Exact copy, pictures excluded: write out every line below.

Limb landmark coordinates
-- -- --
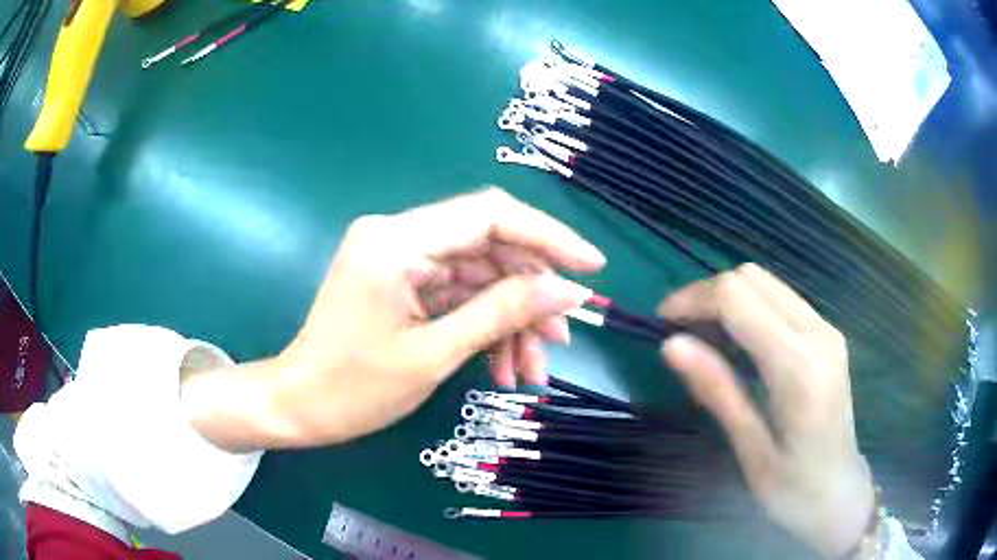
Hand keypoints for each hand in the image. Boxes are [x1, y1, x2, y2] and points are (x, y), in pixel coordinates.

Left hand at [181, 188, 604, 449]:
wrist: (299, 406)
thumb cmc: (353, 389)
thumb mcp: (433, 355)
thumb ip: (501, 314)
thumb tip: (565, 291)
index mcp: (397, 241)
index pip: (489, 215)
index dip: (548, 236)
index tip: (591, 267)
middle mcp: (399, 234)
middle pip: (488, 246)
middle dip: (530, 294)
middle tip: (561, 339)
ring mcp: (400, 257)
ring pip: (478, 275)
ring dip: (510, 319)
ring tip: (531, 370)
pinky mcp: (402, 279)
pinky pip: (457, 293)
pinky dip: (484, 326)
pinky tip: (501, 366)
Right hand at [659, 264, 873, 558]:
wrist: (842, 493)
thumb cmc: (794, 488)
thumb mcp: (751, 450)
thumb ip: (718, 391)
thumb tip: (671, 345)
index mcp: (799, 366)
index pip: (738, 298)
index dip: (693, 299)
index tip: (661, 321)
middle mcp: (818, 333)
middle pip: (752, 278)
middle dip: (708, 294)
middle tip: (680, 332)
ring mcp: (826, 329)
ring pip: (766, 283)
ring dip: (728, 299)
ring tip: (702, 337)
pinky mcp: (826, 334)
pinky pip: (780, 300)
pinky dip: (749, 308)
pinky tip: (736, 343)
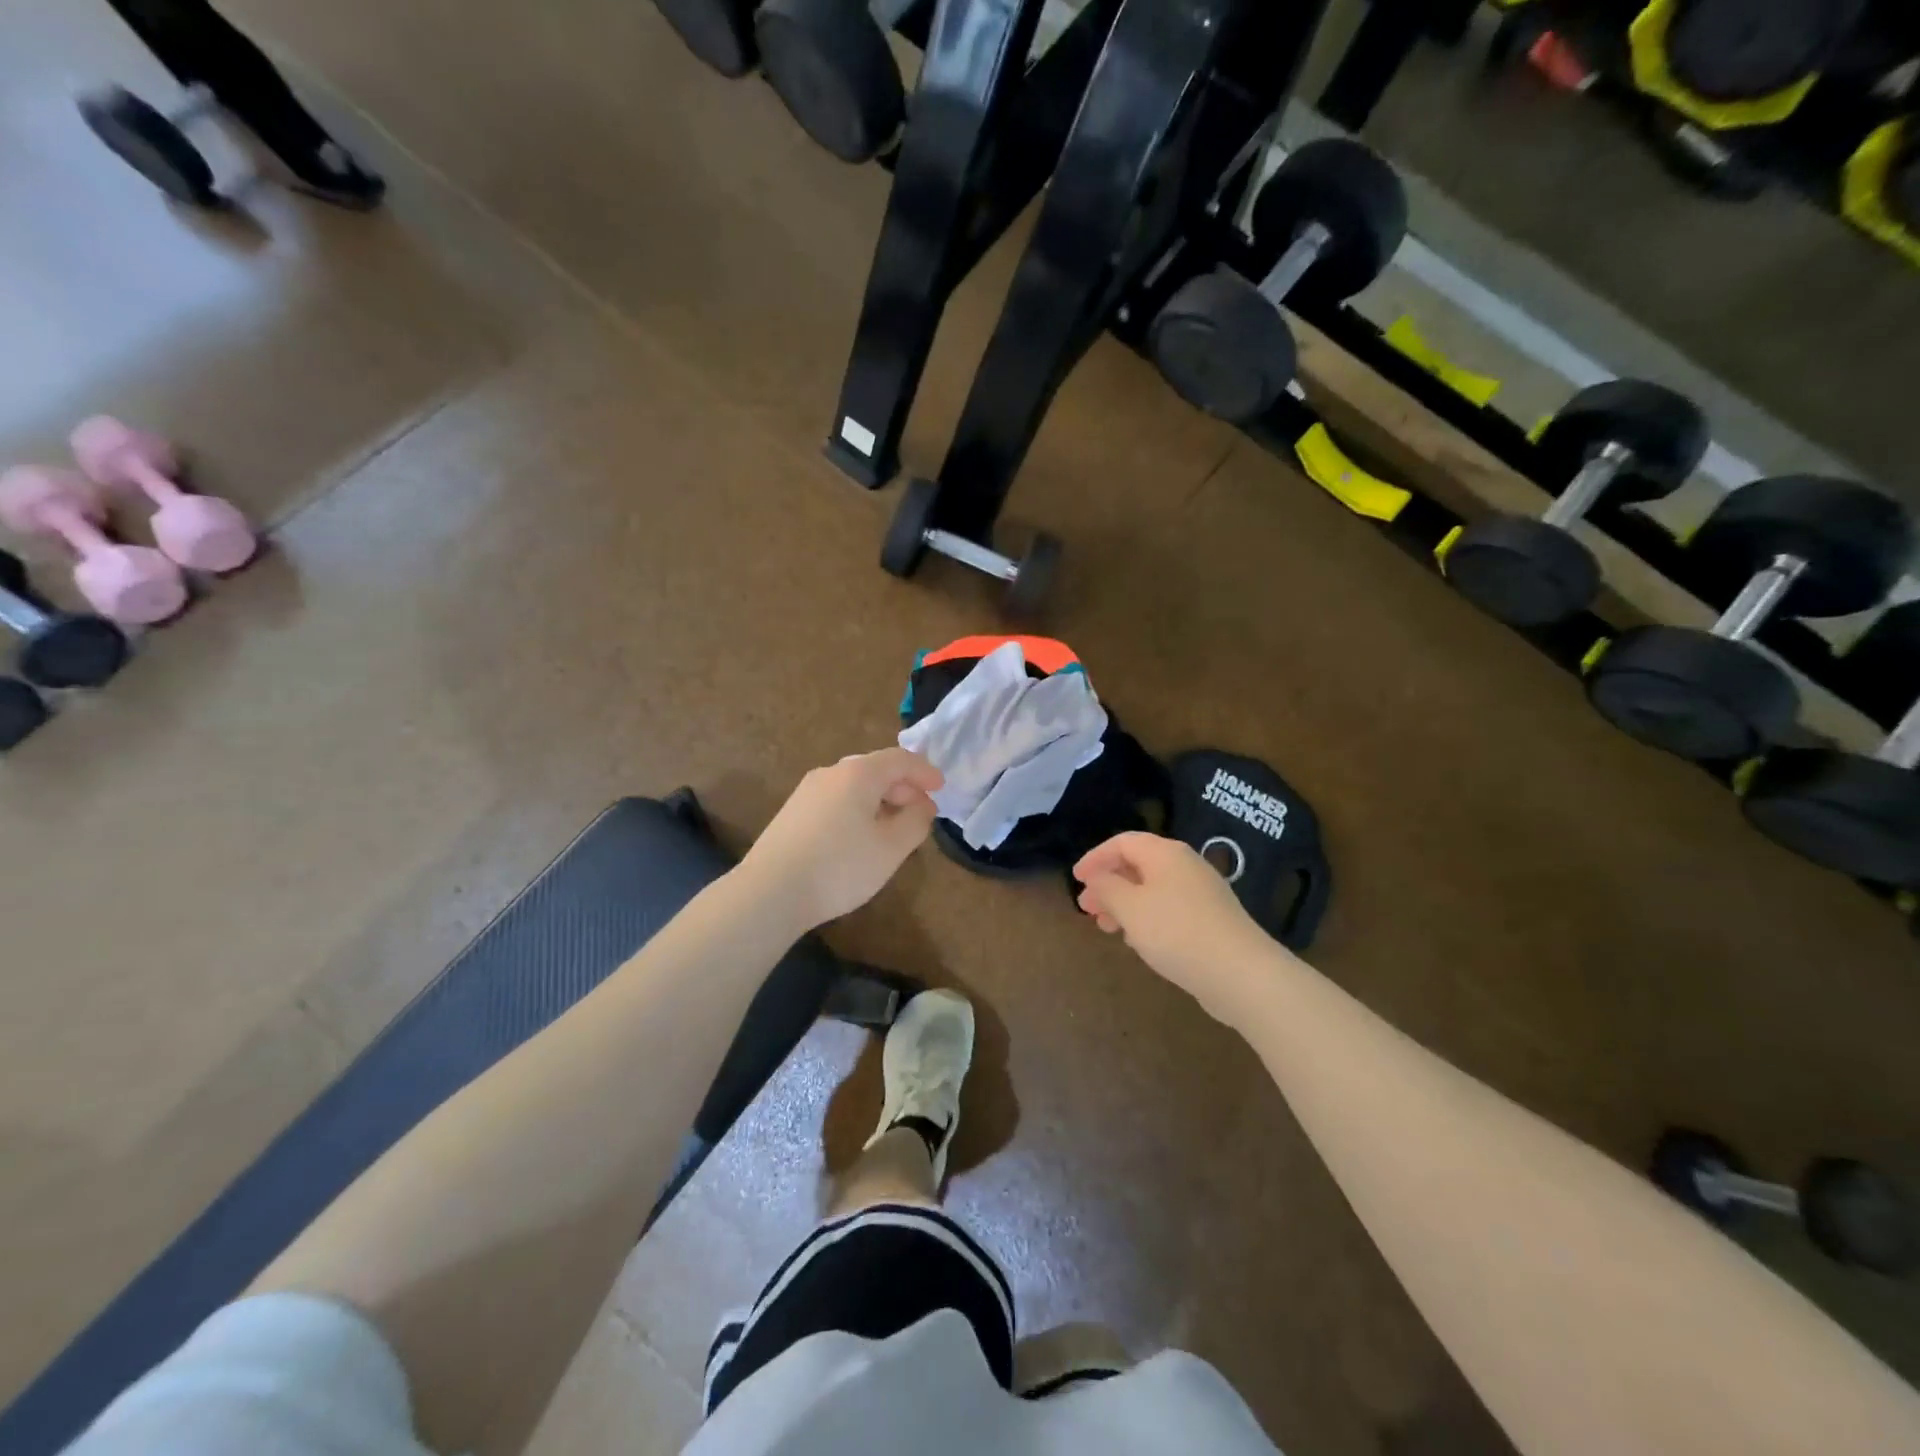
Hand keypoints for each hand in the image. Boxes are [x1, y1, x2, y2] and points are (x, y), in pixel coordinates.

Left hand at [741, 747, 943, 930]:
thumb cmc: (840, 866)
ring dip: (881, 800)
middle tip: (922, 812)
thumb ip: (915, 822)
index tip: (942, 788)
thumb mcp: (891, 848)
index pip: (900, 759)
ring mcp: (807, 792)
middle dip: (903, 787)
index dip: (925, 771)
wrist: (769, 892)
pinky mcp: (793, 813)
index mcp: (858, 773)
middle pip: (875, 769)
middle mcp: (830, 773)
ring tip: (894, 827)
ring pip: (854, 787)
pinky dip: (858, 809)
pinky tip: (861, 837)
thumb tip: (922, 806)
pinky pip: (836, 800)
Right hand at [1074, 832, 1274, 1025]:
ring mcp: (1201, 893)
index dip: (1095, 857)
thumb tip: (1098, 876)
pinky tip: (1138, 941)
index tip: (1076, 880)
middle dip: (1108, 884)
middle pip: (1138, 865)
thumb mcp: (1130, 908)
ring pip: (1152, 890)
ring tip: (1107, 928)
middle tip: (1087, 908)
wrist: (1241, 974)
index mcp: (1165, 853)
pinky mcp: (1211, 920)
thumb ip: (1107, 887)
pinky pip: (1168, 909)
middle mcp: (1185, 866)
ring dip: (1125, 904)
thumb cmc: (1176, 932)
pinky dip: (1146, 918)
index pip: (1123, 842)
-- -- --
| Output for this task |
Hand keypoints for each hand in the image. Boxes are [x1, y1, x2, y2] and points are (x, y), in pixel coordinates.

Left hand at [181, 188, 604, 449]:
wrist: (299, 406)
thumb cmc: (353, 389)
thumb mcp: (433, 355)
thumb ip: (501, 314)
thumb tip: (565, 291)
index mcp: (397, 241)
index pip: (489, 215)
index dip: (548, 236)
index tip: (591, 267)
middle mcp: (399, 234)
middle pip: (488, 246)
middle dip: (530, 294)
middle tip: (561, 339)
ring mcp: (400, 257)
ring pip: (478, 275)
ring dip: (510, 319)
ring tip: (531, 370)
pinky mcp: (402, 279)
pinky pip: (457, 293)
pinky dip: (484, 326)
pinky tip: (501, 366)
Right hand at [659, 264, 873, 558]:
wrist: (842, 493)
thumb cmc: (794, 488)
thumb mcp: (751, 450)
thumb ip: (718, 391)
thumb tip: (671, 345)
index mcp: (799, 366)
index pip: (738, 298)
index dip: (693, 299)
index tip: (661, 321)
middle mcp: (818, 333)
middle pip: (752, 278)
middle dip: (708, 294)
middle tip: (680, 332)
ring mcp: (826, 329)
ring pip: (766, 283)
ring dip: (728, 299)
ring tip: (702, 337)
pinky mcp: (826, 334)
pinky pip: (780, 300)
pinky dip: (749, 308)
pinky tip: (736, 343)
Hand keypoints for each hand in the image. Boxes are [x1, y1, x2, y2] and points are (x, y), in pixel coordinates.

Left hand at [741, 747, 943, 930]:
thumb cmc: (840, 866)
ring dip: (881, 800)
middle tip: (922, 812)
thumb ip: (915, 822)
index tip: (942, 788)
thumb mcp: (891, 848)
index pip: (900, 759)
ring mcp: (807, 792)
middle dip: (903, 787)
index dip: (925, 771)
wrist: (769, 892)
pinky mcp: (793, 813)
index mcp: (858, 773)
middle pip: (875, 769)
middle mcp: (830, 773)
ring tip: (894, 827)
ring pip: (854, 787)
pinky dip: (858, 809)
pinky tip: (861, 837)
thumb tip: (922, 806)
pinky pip: (836, 800)
Right hand at [1074, 832, 1274, 1025]:
ring mcp: (1201, 893)
index dip: (1095, 857)
thumb tip: (1098, 876)
pinky tip: (1138, 941)
index tip: (1076, 880)
middle dip: (1108, 884)
middle pip: (1138, 865)
thumb mcp: (1130, 908)
ring pip: (1152, 890)
ring tip: (1107, 928)
middle tip: (1087, 908)
wrist: (1241, 974)
index mcp: (1165, 853)
pinky mcp: (1211, 920)
thumb ip: (1107, 887)
pinky pip: (1168, 909)
middle mcp: (1185, 866)
ring dip: (1125, 904)
thumb cmc: (1176, 932)
pinky dip: (1146, 918)
index pip: (1123, 842)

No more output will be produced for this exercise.